US domestic, er, foreign spying bill progresses through Congress
Thought the Snowden leaks would make things better? Joke's on you
On the other side of the argument, numerous senators pointed out the ludicrousness of the situation.
Ted Lieu (D-CA) tweeted and repeated: "Our intelligence agencies have perverted the statute to go after US citizens without a warrant."
John Conyers (D-MI) pointed out that not once but twice the secretive FISA Court has found a key element of the Section 702 program unconstitutional. And while the NSA has promised to end "about" collection – where it scoops up the communications of anyone referred to in by a foreign intelligence target, including US citizens – there is nothing in the "Liberty Act" that prevents it, so the NSA would be able to simply change its mind at a later date.
An effort to end so-called "back door searches" where the intelligence services are able to search a full database of gathered communications, effectively bypassing all efforts to make sure that legal process is followed, was also shot down.
An amendment that would pull out the "exemptions" that give the FBI de facto full access to the Section 702 database without requiring a warrant was voted down.
An effort to give the Privacy and Civil Liberties Oversight Board (PCLOB) the actual powers that the intelligence services and Congress currently pretend it has: shot down.
In total, 13 amendments were put forward: four were passed, three withdrawn and six failed. The four that passed were little more than clean-ups.
All of which begs the question: what the hell is going on? Why are the people's representatives knowingly blocking efforts to stop their government from spying on their own citizens without going through normal legal processes?

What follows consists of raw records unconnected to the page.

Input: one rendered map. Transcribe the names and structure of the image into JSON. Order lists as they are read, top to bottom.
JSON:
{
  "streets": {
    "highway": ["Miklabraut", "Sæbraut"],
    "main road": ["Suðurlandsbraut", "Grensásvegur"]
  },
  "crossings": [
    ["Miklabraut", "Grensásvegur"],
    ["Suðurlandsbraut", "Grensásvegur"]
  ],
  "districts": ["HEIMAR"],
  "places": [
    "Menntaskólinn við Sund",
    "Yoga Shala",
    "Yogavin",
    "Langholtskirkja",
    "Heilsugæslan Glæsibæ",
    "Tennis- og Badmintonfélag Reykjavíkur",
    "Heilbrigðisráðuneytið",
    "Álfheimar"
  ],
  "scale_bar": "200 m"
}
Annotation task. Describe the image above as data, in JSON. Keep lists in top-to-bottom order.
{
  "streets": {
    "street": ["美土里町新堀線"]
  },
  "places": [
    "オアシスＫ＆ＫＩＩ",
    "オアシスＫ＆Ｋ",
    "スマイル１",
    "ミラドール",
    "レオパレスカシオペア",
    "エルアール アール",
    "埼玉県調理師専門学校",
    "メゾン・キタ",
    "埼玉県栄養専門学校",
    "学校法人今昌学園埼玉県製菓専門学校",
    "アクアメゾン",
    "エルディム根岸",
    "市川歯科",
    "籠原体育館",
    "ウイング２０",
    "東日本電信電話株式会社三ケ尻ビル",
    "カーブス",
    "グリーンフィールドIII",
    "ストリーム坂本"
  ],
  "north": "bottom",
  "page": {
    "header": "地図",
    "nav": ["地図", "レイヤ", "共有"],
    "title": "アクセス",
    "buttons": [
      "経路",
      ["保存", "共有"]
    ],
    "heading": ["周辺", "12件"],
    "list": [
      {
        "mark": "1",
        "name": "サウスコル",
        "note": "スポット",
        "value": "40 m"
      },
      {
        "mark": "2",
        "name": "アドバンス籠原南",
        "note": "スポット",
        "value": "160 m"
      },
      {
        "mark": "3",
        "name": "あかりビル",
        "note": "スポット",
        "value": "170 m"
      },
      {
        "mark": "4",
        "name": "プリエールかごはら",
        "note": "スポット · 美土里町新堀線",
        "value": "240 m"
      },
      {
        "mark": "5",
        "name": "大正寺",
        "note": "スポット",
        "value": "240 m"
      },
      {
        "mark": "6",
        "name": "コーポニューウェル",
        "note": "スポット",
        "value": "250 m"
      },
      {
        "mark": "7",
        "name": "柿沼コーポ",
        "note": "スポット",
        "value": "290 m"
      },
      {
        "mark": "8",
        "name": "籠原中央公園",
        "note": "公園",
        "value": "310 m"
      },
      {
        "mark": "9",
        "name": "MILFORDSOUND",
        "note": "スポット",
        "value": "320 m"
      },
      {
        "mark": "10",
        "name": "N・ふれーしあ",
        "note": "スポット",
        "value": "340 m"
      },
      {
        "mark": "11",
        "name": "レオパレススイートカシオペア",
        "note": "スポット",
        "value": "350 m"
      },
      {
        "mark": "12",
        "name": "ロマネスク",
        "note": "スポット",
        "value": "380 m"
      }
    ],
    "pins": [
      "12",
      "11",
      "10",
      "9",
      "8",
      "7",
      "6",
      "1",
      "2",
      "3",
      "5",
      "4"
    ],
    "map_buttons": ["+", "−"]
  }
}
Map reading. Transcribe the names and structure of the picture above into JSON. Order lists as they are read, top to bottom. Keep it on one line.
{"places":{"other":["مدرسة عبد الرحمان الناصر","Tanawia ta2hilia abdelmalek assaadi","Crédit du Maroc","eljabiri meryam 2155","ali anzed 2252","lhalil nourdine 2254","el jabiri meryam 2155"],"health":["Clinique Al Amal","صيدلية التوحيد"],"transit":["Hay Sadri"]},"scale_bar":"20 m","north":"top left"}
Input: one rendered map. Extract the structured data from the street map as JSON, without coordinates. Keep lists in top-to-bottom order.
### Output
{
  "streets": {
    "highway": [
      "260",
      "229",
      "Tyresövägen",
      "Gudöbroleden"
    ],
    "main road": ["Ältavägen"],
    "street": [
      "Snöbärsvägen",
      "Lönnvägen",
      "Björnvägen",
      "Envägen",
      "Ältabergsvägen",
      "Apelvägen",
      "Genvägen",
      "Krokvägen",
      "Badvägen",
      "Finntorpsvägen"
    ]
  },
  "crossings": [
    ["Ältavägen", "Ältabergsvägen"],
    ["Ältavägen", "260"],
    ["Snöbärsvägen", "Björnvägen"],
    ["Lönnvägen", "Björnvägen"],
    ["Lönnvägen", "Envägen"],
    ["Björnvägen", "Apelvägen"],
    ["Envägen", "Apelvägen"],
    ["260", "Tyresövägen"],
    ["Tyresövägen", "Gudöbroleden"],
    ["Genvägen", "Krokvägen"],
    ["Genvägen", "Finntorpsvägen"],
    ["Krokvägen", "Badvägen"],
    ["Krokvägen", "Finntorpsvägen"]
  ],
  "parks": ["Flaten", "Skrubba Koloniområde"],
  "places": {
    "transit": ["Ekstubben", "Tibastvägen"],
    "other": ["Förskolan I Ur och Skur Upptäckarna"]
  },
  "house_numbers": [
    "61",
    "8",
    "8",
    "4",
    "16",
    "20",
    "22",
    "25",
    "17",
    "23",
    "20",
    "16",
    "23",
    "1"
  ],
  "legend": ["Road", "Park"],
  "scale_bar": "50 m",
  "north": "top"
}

A small indication was given by Zoe Lofgren (D-CA) who referred to a classified briefing that Judiciary Committee members had been given by the director of the NSA, Michael Rogers, on the 702 program.
"We were all in a classified briefing where Admiral Rogers described the scope," she noted. "I will not repeat what he said. I will just say this is a significant issue, a significant issue."
She also revealed that, according to the NSA – which runs the Section 702 program – it received a "grand total of one query for a crime unrelated to foreign intelligence" adding that therefore "the FBI considers every other query a foreign intelligence query."
So what is going on? The age-old game of intelligence services giving classified briefings in which they cherry-pick worrisome examples, use their own definitions of terms like "foreign intelligence" and "query", and then tell lawmakers that without these powers terrible, terrible things will happen.
It's a game that Lofgren is sick of playing. She noted that the last time Congress reviewed this spying program it was told it "had to agree to a bill that fell short of what the Constitution required because of some kind of deal" – a deal that she notes, never happened.
"It's time to stop that and it's time to put the Constitution first," she argued. "I don’t think this bill accomplishes what the Constitution requires." As such, she voted No to moving it forward to the full House. As did seven others.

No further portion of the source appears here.